All of the companies we visited were relentlessly seeking new talent. While tech talent is certainly in demand, companies are also looking for workers who are simply engaged and eager to learn. Yet, even the best and most desirable companies in the world must take active steps to compete for the best employees. We’ve witnessed a migration of that talent away from Silicon Valley toward San Francisco over the past few years. In response, many companies moved to or established outposts in San Francisco, and most big Silicon Valley organizations now run Wi-Fi-enabled shuttles to bring talent from the city to their campuses.
Perhaps the greatest difference between traditional companies and those in Silicon Valley, however, is how they view the future. As we drove away from the Facebook campus on the final day of our trip, the back of the sign welcoming us sported the logo of Sun Microsystems Inc., the one-time tech giant that previously occupied this location. Facebook keeps this old logo in place as an intentional reminder to its employees of how quickly things can change. With few exceptions, the companies we saw were relentlessly focused on digital disruption — even if it meant digitally disrupting themselves.

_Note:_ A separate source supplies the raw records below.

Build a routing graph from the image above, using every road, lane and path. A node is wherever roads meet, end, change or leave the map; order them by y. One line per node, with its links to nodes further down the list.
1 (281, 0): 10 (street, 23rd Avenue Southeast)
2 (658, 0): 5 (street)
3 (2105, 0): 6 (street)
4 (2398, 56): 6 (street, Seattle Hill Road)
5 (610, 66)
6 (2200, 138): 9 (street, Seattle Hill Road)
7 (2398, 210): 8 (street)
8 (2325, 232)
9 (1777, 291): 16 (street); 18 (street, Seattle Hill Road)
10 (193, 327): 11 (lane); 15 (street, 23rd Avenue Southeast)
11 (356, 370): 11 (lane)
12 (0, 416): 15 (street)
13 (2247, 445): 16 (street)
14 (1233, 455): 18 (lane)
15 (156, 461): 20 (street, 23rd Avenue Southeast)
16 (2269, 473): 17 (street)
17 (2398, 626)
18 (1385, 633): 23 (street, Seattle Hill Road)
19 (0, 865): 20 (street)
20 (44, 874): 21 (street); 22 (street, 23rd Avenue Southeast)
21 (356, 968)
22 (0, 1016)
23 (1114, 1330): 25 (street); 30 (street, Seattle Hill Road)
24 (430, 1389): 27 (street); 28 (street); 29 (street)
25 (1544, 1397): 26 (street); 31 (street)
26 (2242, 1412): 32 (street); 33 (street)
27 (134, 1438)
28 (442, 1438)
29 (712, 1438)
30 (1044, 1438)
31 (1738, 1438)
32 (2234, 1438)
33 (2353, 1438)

While established companies are waiting for evidence they might be disrupted by digital trends, Silicon Valley upstarts assume this is happening even if they don’t see immediate evidence of it. They use current business success to drive further growth, either in the form of dedicated innovation time and space or venture investment arms in startups. It was this view of the inevitability of future change that most clearly demonstrated the distinctive factor of Silicon Valley. These companies are willing and able to reinterpret their core identity and mission in response to changes in the digital environment.

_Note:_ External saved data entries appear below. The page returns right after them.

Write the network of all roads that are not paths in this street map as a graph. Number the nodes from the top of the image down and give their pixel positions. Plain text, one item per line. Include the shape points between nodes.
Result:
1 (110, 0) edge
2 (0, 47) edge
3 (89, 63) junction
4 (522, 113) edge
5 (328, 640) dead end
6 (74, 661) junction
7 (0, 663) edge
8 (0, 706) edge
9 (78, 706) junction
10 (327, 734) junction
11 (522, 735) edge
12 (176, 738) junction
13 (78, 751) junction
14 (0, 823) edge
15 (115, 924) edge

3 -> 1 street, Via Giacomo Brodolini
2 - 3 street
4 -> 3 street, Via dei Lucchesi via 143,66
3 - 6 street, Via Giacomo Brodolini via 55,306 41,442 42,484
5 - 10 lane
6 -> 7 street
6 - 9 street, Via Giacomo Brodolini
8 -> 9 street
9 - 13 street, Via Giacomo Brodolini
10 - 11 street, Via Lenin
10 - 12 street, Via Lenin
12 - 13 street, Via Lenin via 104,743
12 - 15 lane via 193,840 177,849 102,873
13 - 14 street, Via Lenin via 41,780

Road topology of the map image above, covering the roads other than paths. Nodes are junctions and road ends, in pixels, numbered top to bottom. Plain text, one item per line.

Traditional companies can also adopt this mindset. For example, General Electric Co. has launched GE Ventures Inc. to support promising startups that are aligned with the strategic objectives of the company, meant to scout advances and partnerships, by providing them access to funding and GE expertise. As incumbents seek to operate in an increasingly digital competitive environment, this change-oriented mindset might be the most critical factor.